◆ Problem to solve: Read through the data and report every line in which the word "above" occurs.

◆ Given data:
+ + + + +
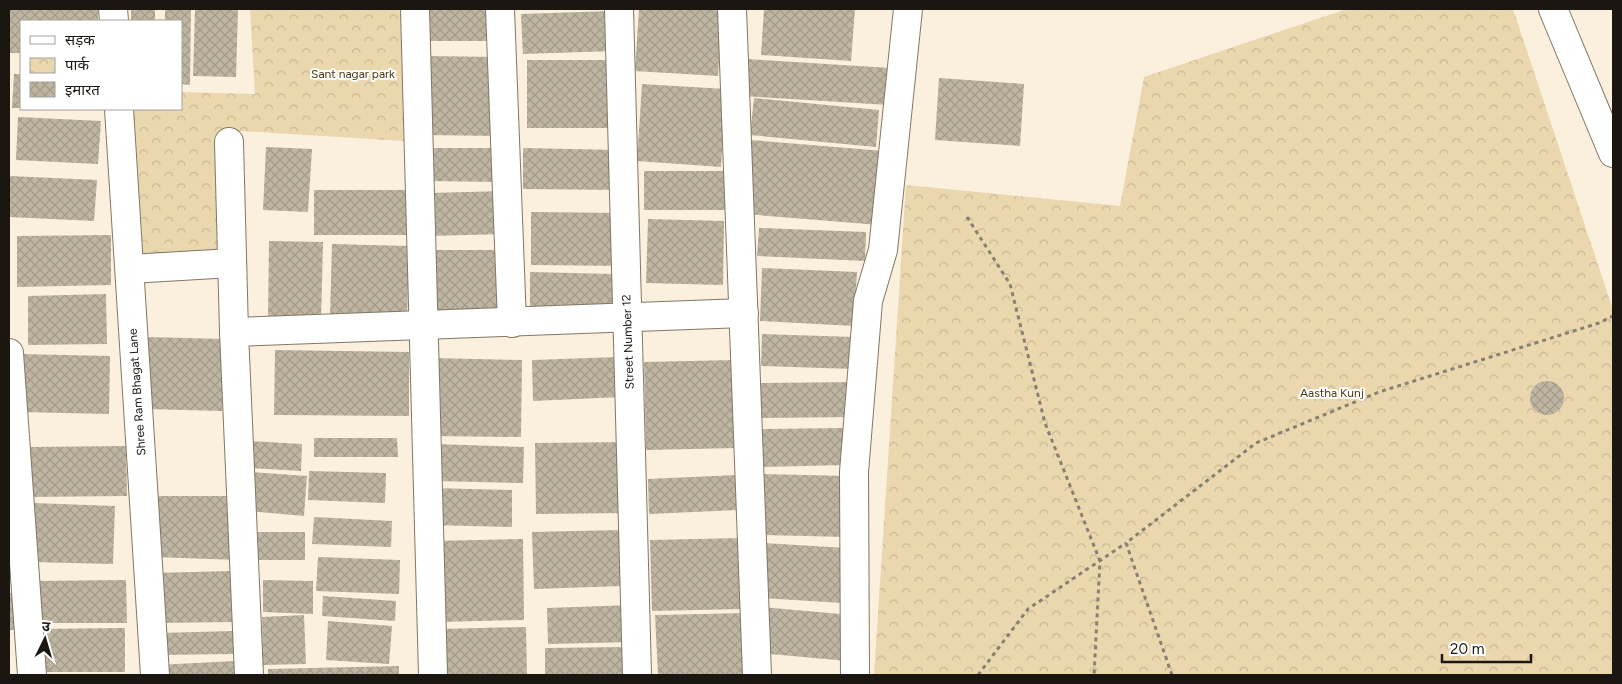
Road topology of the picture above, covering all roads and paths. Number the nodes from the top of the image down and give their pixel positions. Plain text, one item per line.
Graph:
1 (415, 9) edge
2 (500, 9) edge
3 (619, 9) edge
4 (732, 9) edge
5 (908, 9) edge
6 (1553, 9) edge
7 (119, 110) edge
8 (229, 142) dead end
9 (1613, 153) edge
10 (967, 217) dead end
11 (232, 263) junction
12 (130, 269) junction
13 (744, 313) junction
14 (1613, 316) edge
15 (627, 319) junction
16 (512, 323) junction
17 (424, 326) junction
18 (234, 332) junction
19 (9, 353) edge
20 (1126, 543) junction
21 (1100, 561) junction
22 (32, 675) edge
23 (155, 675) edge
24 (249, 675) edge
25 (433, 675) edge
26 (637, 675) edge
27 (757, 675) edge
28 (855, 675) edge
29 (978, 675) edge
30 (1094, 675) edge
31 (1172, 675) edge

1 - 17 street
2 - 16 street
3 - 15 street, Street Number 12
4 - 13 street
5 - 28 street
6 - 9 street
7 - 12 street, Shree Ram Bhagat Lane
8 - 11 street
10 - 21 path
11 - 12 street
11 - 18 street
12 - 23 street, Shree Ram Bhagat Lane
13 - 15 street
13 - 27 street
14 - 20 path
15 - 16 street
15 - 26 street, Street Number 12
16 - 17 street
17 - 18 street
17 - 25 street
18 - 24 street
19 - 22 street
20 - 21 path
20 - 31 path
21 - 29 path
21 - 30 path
+ + + + +
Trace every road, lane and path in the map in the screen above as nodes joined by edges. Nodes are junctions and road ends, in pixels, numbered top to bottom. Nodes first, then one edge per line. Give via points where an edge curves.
+ + + + +
◆ Reply to the task:
Road topology of the picture above, covering all roads and paths. Number the nodes from the top of the image down and give their pixel positions. Plain text, one item per line.
Trace every road, lane and path in the map in the screen above as nodes joined by edges. Nodes are junctions and road ends, in pixels, numbered top to bottom. Nodes first, then one edge per line. Give via points where an edge curves.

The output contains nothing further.